Excerpts from a dataset:
::::::::::

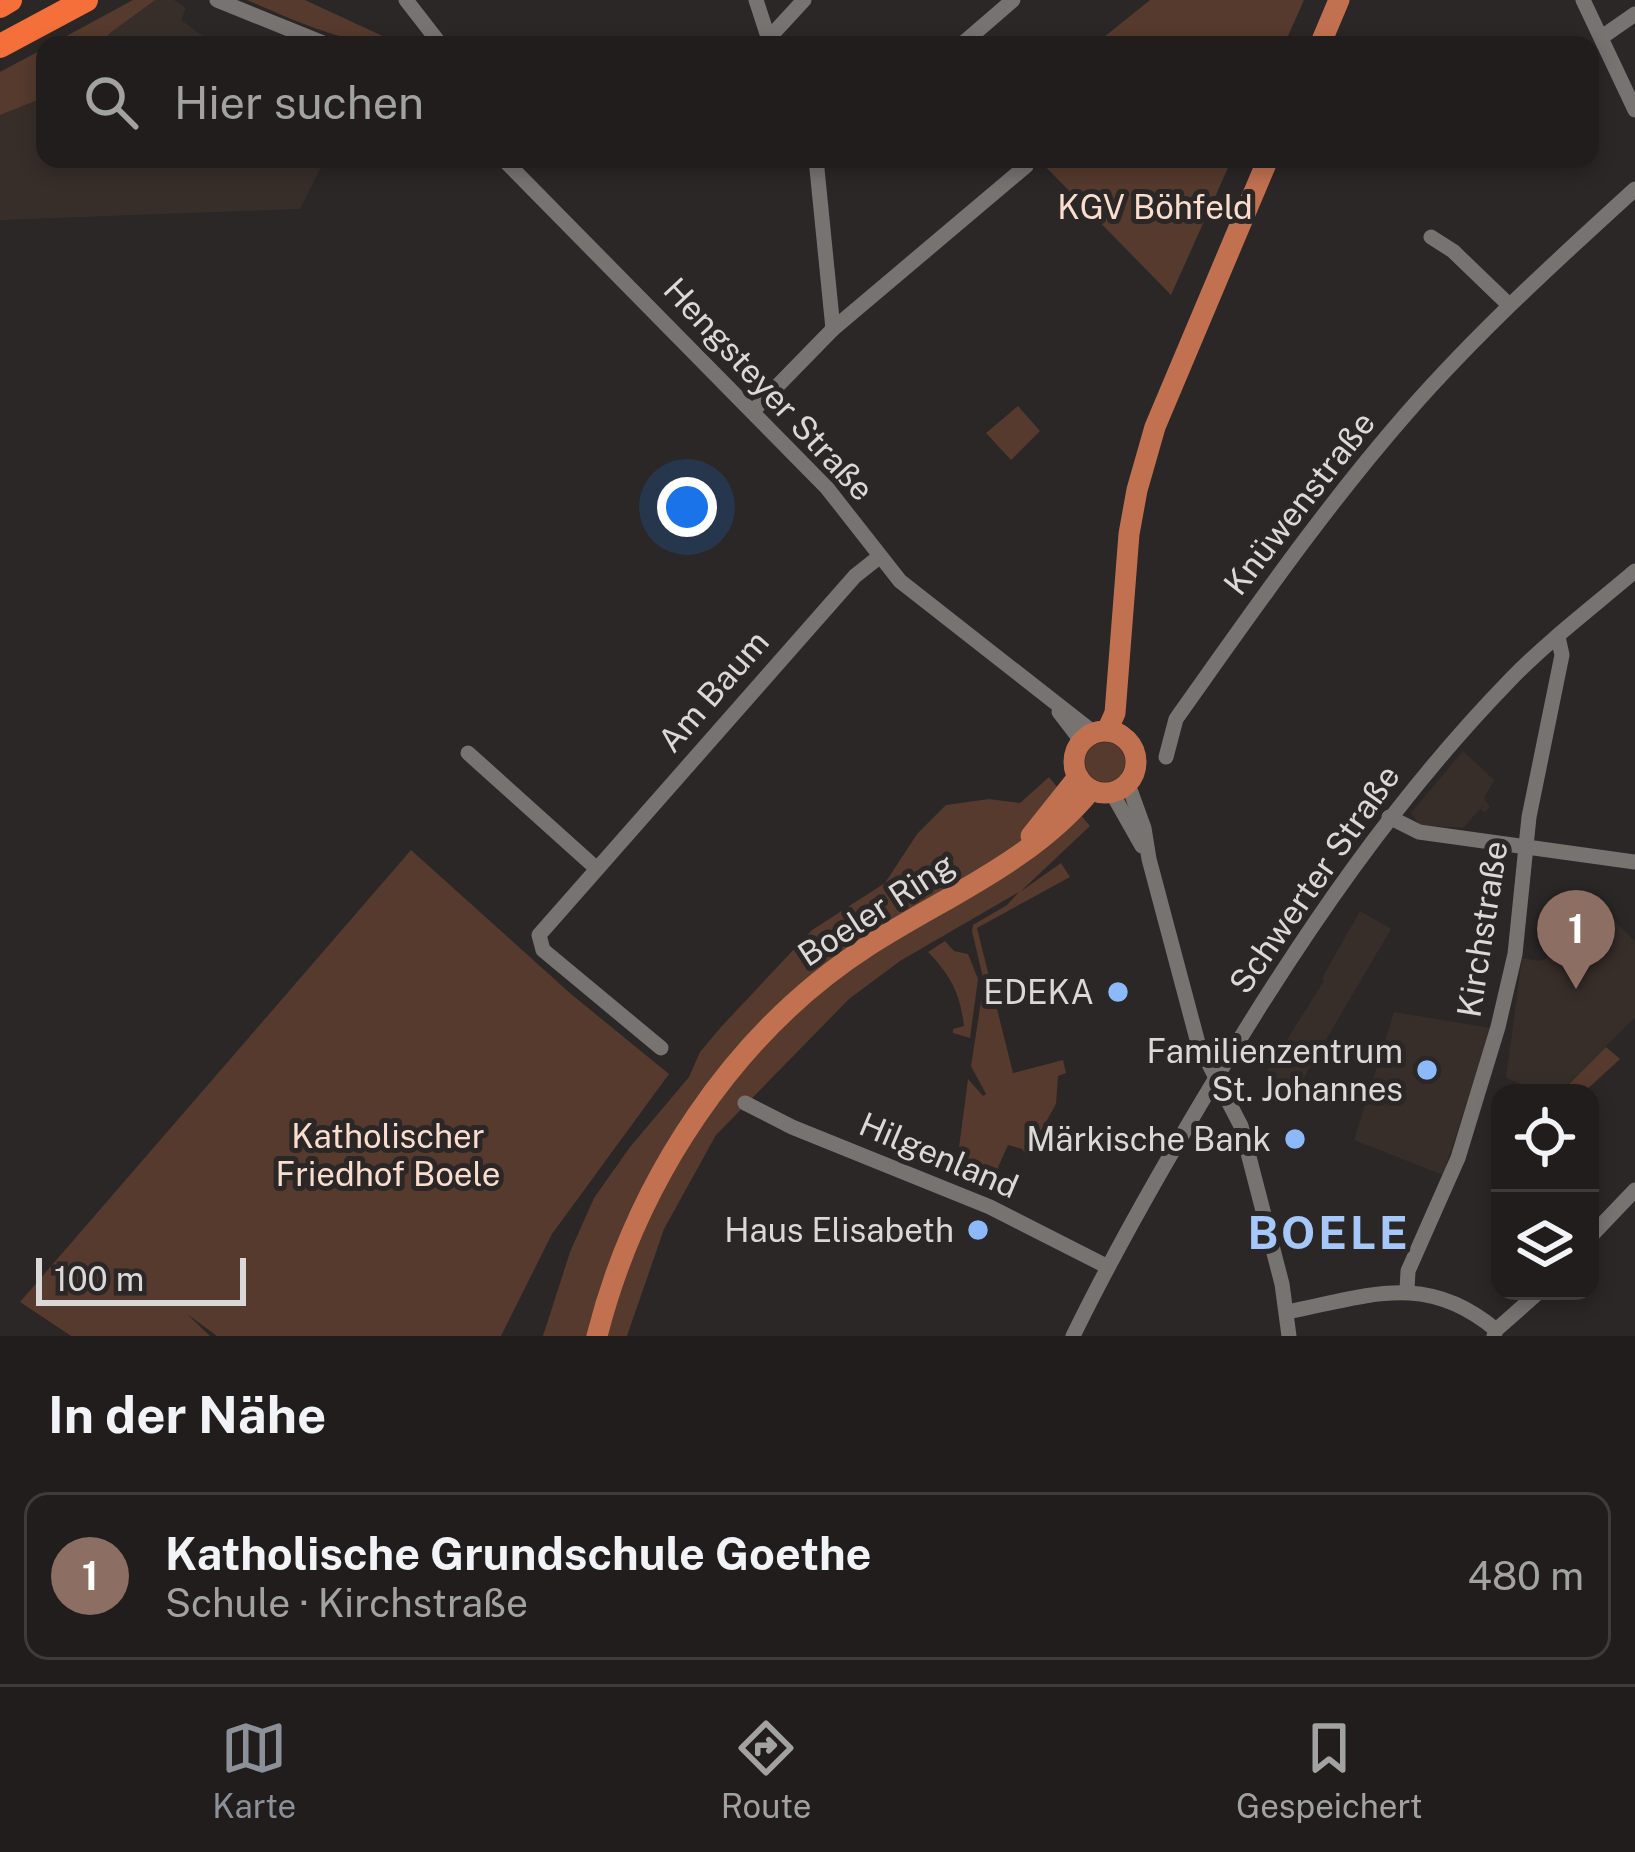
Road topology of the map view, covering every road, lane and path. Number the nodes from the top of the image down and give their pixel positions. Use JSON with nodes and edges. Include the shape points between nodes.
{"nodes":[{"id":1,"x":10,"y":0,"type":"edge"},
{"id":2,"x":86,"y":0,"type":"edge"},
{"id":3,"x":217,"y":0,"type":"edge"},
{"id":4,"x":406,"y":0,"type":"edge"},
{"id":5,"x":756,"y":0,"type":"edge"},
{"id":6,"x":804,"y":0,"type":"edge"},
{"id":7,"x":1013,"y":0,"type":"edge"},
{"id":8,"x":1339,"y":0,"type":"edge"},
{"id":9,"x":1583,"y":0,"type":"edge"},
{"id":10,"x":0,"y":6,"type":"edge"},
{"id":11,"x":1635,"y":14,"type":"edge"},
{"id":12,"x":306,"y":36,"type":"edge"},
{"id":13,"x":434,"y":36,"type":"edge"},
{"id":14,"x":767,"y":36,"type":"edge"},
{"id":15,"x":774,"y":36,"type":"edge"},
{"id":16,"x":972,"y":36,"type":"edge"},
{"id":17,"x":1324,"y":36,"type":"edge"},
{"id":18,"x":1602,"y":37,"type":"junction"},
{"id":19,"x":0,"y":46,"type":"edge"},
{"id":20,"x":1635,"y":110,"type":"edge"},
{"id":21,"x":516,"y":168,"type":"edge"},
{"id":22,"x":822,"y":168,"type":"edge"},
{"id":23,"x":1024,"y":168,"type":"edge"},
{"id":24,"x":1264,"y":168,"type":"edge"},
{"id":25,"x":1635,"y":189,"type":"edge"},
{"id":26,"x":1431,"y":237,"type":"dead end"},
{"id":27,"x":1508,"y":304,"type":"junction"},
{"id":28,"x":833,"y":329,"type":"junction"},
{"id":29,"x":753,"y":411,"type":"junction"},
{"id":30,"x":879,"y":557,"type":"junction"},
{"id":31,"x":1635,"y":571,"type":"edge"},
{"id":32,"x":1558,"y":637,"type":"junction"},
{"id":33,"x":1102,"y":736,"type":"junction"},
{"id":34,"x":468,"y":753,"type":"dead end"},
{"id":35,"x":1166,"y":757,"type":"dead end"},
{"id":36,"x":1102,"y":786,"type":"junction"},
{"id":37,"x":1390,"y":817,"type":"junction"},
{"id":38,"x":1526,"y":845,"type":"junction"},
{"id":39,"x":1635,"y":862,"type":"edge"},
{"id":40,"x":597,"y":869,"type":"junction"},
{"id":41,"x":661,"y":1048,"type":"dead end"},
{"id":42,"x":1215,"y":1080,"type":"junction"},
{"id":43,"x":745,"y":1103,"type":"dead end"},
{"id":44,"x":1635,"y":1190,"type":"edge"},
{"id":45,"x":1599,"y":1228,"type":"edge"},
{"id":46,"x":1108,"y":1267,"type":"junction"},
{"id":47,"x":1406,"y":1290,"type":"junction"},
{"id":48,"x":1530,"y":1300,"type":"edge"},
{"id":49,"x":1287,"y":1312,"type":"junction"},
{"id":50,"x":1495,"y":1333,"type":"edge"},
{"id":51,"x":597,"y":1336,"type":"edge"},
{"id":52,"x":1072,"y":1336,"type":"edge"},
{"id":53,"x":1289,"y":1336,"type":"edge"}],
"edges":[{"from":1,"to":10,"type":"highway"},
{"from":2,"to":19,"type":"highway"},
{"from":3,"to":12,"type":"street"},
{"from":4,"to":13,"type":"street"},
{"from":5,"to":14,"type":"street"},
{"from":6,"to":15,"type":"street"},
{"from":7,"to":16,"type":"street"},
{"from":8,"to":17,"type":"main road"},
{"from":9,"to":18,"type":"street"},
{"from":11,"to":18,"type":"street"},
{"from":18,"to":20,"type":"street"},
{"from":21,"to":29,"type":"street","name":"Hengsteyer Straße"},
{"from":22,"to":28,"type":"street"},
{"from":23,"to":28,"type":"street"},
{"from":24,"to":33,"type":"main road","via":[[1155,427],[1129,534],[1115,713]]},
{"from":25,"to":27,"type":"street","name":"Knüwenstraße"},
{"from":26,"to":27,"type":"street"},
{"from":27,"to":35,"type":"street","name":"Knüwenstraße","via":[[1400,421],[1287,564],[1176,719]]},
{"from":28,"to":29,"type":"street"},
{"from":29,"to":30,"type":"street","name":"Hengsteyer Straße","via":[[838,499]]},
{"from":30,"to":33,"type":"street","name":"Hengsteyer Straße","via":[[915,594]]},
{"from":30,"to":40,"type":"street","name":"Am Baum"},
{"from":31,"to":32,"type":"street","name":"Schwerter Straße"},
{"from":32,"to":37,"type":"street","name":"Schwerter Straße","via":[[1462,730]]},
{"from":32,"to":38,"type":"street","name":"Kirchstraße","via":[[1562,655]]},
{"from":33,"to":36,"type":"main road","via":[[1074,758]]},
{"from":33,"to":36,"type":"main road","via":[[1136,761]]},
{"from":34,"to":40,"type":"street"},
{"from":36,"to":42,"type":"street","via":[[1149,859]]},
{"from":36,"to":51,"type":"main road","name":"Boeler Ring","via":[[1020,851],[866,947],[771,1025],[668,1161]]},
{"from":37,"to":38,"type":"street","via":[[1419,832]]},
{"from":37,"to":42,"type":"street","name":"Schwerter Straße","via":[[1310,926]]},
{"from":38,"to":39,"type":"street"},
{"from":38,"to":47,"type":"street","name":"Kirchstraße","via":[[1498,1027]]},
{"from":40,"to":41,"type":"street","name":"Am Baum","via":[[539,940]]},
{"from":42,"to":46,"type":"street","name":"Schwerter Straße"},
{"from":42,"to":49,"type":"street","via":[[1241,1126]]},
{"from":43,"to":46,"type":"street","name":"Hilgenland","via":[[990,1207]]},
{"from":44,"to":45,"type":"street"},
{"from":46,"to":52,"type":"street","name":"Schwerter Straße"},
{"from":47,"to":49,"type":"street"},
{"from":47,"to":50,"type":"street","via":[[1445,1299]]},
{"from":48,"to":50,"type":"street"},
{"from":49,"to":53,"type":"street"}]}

::::::::::

### Action item
Print all data above verbatim, except pictures.

### Response for this exercise
Road topology of the map view, covering every road, lane and path. Number the nodes from the top of the image down and give their pixel positions. Use JSON with nodes and edges. Include the shape points between nodes.
{"nodes":[{"id":1,"x":10,"y":0,"type":"edge"},
{"id":2,"x":86,"y":0,"type":"edge"},
{"id":3,"x":217,"y":0,"type":"edge"},
{"id":4,"x":406,"y":0,"type":"edge"},
{"id":5,"x":756,"y":0,"type":"edge"},
{"id":6,"x":804,"y":0,"type":"edge"},
{"id":7,"x":1013,"y":0,"type":"edge"},
{"id":8,"x":1339,"y":0,"type":"edge"},
{"id":9,"x":1583,"y":0,"type":"edge"},
{"id":10,"x":0,"y":6,"type":"edge"},
{"id":11,"x":1635,"y":14,"type":"edge"},
{"id":12,"x":306,"y":36,"type":"edge"},
{"id":13,"x":434,"y":36,"type":"edge"},
{"id":14,"x":767,"y":36,"type":"edge"},
{"id":15,"x":774,"y":36,"type":"edge"},
{"id":16,"x":972,"y":36,"type":"edge"},
{"id":17,"x":1324,"y":36,"type":"edge"},
{"id":18,"x":1602,"y":37,"type":"junction"},
{"id":19,"x":0,"y":46,"type":"edge"},
{"id":20,"x":1635,"y":110,"type":"edge"},
{"id":21,"x":516,"y":168,"type":"edge"},
{"id":22,"x":822,"y":168,"type":"edge"},
{"id":23,"x":1024,"y":168,"type":"edge"},
{"id":24,"x":1264,"y":168,"type":"edge"},
{"id":25,"x":1635,"y":189,"type":"edge"},
{"id":26,"x":1431,"y":237,"type":"dead end"},
{"id":27,"x":1508,"y":304,"type":"junction"},
{"id":28,"x":833,"y":329,"type":"junction"},
{"id":29,"x":753,"y":411,"type":"junction"},
{"id":30,"x":879,"y":557,"type":"junction"},
{"id":31,"x":1635,"y":571,"type":"edge"},
{"id":32,"x":1558,"y":637,"type":"junction"},
{"id":33,"x":1102,"y":736,"type":"junction"},
{"id":34,"x":468,"y":753,"type":"dead end"},
{"id":35,"x":1166,"y":757,"type":"dead end"},
{"id":36,"x":1102,"y":786,"type":"junction"},
{"id":37,"x":1390,"y":817,"type":"junction"},
{"id":38,"x":1526,"y":845,"type":"junction"},
{"id":39,"x":1635,"y":862,"type":"edge"},
{"id":40,"x":597,"y":869,"type":"junction"},
{"id":41,"x":661,"y":1048,"type":"dead end"},
{"id":42,"x":1215,"y":1080,"type":"junction"},
{"id":43,"x":745,"y":1103,"type":"dead end"},
{"id":44,"x":1635,"y":1190,"type":"edge"},
{"id":45,"x":1599,"y":1228,"type":"edge"},
{"id":46,"x":1108,"y":1267,"type":"junction"},
{"id":47,"x":1406,"y":1290,"type":"junction"},
{"id":48,"x":1530,"y":1300,"type":"edge"},
{"id":49,"x":1287,"y":1312,"type":"junction"},
{"id":50,"x":1495,"y":1333,"type":"edge"},
{"id":51,"x":597,"y":1336,"type":"edge"},
{"id":52,"x":1072,"y":1336,"type":"edge"},
{"id":53,"x":1289,"y":1336,"type":"edge"}],
"edges":[{"from":1,"to":10,"type":"highway"},
{"from":2,"to":19,"type":"highway"},
{"from":3,"to":12,"type":"street"},
{"from":4,"to":13,"type":"street"},
{"from":5,"to":14,"type":"street"},
{"from":6,"to":15,"type":"street"},
{"from":7,"to":16,"type":"street"},
{"from":8,"to":17,"type":"main road"},
{"from":9,"to":18,"type":"street"},
{"from":11,"to":18,"type":"street"},
{"from":18,"to":20,"type":"street"},
{"from":21,"to":29,"type":"street","name":"Hengsteyer Straße"},
{"from":22,"to":28,"type":"street"},
{"from":23,"to":28,"type":"street"},
{"from":24,"to":33,"type":"main road","via":[[1155,427],[1129,534],[1115,713]]},
{"from":25,"to":27,"type":"street","name":"Knüwenstraße"},
{"from":26,"to":27,"type":"street"},
{"from":27,"to":35,"type":"street","name":"Knüwenstraße","via":[[1400,421],[1287,564],[1176,719]]},
{"from":28,"to":29,"type":"street"},
{"from":29,"to":30,"type":"street","name":"Hengsteyer Straße","via":[[838,499]]},
{"from":30,"to":33,"type":"street","name":"Hengsteyer Straße","via":[[915,594]]},
{"from":30,"to":40,"type":"street","name":"Am Baum"},
{"from":31,"to":32,"type":"street","name":"Schwerter Straße"},
{"from":32,"to":37,"type":"street","name":"Schwerter Straße","via":[[1462,730]]},
{"from":32,"to":38,"type":"street","name":"Kirchstraße","via":[[1562,655]]},
{"from":33,"to":36,"type":"main road","via":[[1074,758]]},
{"from":33,"to":36,"type":"main road","via":[[1136,761]]},
{"from":34,"to":40,"type":"street"},
{"from":36,"to":42,"type":"street","via":[[1149,859]]},
{"from":36,"to":51,"type":"main road","name":"Boeler Ring","via":[[1020,851],[866,947],[771,1025],[668,1161]]},
{"from":37,"to":38,"type":"street","via":[[1419,832]]},
{"from":37,"to":42,"type":"street","name":"Schwerter Straße","via":[[1310,926]]},
{"from":38,"to":39,"type":"street"},
{"from":38,"to":47,"type":"street","name":"Kirchstraße","via":[[1498,1027]]},
{"from":40,"to":41,"type":"street","name":"Am Baum","via":[[539,940]]},
{"from":42,"to":46,"type":"street","name":"Schwerter Straße"},
{"from":42,"to":49,"type":"street","via":[[1241,1126]]},
{"from":43,"to":46,"type":"street","name":"Hilgenland","via":[[990,1207]]},
{"from":44,"to":45,"type":"street"},
{"from":46,"to":52,"type":"street","name":"Schwerter Straße"},
{"from":47,"to":49,"type":"street"},
{"from":47,"to":50,"type":"street","via":[[1445,1299]]},
{"from":48,"to":50,"type":"street"},
{"from":49,"to":53,"type":"street"}]}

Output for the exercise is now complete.